Do you mean the position that we need firewalls?
Yes, was curious to understand reasoning behind position.
I would have thought that that the need for firewalls was self evident.
The industry is full of bad ultimately harmful ideas which see widespread adoption for locally optimal reasons. It is far from self-evident to me firewalls do not fall squarely into this category.
You are stating that firewalls are harmful. What back this statement up?
The smart devices we use today all tend to have a variation on mainstream OS's. All of which come with some form of host based firewall. Thus the management of these devices from a firewall perspective is even easier. So much so that it is now possible for most marginally technical people to ensure they are properly configured at least at the time of device activation / installation.
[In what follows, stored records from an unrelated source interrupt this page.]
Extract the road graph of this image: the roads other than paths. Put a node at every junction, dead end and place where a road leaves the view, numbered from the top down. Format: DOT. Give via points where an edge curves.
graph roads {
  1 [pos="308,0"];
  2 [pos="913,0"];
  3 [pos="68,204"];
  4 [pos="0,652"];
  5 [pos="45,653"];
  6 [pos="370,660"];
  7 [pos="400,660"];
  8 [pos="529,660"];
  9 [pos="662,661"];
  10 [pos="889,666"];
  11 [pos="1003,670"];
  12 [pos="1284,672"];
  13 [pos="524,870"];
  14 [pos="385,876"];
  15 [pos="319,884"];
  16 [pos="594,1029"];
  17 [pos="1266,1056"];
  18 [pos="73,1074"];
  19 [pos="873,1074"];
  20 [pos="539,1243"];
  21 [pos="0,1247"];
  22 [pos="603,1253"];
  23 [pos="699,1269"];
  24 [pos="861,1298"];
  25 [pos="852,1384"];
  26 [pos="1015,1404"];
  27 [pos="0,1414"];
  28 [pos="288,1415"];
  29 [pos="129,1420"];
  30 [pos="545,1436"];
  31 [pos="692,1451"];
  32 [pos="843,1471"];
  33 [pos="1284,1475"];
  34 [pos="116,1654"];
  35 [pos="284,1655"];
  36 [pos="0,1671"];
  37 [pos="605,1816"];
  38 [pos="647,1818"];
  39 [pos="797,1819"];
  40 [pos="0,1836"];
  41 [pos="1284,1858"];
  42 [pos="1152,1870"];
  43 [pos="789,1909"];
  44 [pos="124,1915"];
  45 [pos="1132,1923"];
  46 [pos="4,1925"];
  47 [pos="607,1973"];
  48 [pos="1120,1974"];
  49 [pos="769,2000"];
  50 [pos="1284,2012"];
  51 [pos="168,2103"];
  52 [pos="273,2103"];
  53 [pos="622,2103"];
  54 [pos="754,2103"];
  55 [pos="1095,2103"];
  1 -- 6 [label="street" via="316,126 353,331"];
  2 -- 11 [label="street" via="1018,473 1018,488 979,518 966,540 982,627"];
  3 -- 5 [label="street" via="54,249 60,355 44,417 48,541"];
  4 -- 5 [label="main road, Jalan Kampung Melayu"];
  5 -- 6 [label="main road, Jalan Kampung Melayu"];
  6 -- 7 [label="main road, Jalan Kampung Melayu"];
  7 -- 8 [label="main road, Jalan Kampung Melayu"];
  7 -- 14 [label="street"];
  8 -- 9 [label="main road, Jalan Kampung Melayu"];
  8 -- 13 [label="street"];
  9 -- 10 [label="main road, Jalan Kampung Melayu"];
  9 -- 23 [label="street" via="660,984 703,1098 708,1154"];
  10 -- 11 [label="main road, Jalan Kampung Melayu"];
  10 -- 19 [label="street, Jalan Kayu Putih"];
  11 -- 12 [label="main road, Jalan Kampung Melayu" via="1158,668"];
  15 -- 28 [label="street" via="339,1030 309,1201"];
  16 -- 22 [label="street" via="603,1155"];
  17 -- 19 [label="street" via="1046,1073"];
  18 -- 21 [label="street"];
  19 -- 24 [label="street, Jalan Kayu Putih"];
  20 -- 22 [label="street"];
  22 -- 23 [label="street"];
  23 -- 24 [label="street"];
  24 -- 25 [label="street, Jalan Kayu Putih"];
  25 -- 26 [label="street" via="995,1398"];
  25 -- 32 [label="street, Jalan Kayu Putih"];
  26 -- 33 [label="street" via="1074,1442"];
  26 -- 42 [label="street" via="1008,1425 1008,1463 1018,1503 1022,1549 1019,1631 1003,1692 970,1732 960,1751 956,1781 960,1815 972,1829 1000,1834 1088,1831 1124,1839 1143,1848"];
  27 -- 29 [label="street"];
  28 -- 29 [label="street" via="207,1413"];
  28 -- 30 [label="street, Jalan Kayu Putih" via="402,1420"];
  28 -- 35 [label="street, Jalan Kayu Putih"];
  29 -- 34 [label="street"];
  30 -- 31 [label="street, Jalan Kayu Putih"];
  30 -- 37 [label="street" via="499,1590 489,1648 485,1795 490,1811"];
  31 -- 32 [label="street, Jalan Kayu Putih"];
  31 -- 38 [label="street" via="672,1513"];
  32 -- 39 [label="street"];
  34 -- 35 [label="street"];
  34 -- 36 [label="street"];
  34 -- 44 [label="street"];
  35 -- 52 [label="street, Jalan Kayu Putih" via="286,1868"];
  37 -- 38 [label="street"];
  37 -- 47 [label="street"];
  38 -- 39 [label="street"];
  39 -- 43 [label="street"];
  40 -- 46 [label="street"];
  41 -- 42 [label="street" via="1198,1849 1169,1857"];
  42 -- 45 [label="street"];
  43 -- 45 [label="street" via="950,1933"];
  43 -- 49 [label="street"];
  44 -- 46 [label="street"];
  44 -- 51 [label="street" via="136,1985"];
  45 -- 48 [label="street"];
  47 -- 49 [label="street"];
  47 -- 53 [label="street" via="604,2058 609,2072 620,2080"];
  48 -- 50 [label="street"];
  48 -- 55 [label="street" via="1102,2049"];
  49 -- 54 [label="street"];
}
I think today anything claiming to be a "smart device" needs no firewall because it accepts no incoming connections. It operates by calling home to the vendor. If you want to access your "smart device" you connect to the vendors server and ask nicely to please access your own gear. A mega ultra cloud firewall...!!1!!!!1!
More generally would be interested in understanding why a device with a specific purpose is more secure when it listens for commands through an internal firewall vs the same listener without? Is a bluetooth headset more secure behind a Bluetooth firewall? Perhaps a concrete example...
Smart device do not only initiate connections. If you use a stock OS as a base for you smart device you are also accepting the fact that these devices will also implement service listeners. You may have a crack team of coders that does a very good job of inspecting each service and only allowing the bare minimum and none that have rogue listeners. But your developers are not always able to review each line of code that is used in patches moving forward. Things change. And they should change. As things improve a good vendor will patch these devices. So Where am I going to invest my effort. I'm going to invest effort into making sure my product works perfectly. If I spend a tiny amount of time ensuring that things are blocked with a firewall I don't have to worry if some changes in apps and services that I'm not in total control of all of a sudden have listeners. I could care less if the firewall is blocking them. This means I'm investing far less effort into on going maintenance and getting the same secure result. Easy win for me.
The interesting thing is you do have a firewall on bluetooth. You do if you use bluetooth to carry IP traffic. This is of course if you use a firewall. So yah you are more secure from bad blue tooth devices if you have a firewall.
Why do you feel firewalls are effective? There seems to be an implicit assumption that firewalls are effective... what makes that true?
What if all the worlds firewalls were thrown in the trash heap and in their place systems were configured to accept only Authenticated, Authorized, Integrity protected, Encrypted inquiries from acceptable locations?
Would that world have better or worse security outcomes than todays world? I think no question it would be better.
No more making security decisions by ports and trivially spoofed address headers or checking worthless boxes on a compliance chart only to have the whole house of cards collapse when Debbie in accounting clicks on the wrong untrusted email message with spoofed from header.
Instead of administrators configuring ports and addresses in firewalls what if they instead spent that same time managing the only thing that means squat in a secure system ... TRUST
It is not like the technology does not exist. People ignore it because it is easier to hide behind their precious firewalls. So they allow it and by extension allow their suppliers to continue to supply them with crap.
So how do you think acceptable locations are defined in this age? It's usually the firewall. It's almost always the firewall. Authetication and authorization are a different part of the comms stack.
Firewalls are not the end all and be all of protection. They are a part of the protections you should have in place. No one should ever feel completely safe with only a firewall. But you can feel safer with one. So Debbie does down load a bad file. And the file goes nuts. One of the common things these trogans do is they start to test other devices on the local network looking for more holes. Well if you do have firewalls in place this attack vector is stopped. Debbies machine is still probably cooked. You file shares are probably toast. But direct access to local machines is protected. Again this is only part of the solution. Corp AV software should also be present on all nodes. Intercepting viruses when they do start to infect things. And so on.
All of my builds have firewalls. It really is a no brainer. It costs me nothing in cash, time, or effort. I'm also religious about ssl which is far harder to enforce. I also enforce design patterns that use API's rather than RPC metaphors. All payloads that exit my applications are scanned for virus's. aka something that hits disk. In addition to all this I try to use NoSQL over SQL stores. Which mitigates most of the SQL injection issues.
There are a lot of bad trends in tech. Being security conscience is not one of them. Use the tools that are given you to secure a system. Simply because the people you hire are never going to be as smart of a globe full of resources that may want to harm you. Why not draw from this same pool of people to help secure your systems. Use firewalls. Use AV. Use IDS if you can.
Note: IDS is now starting to become mainstream. Thank goodness. With out it our home networks would be over run in ms.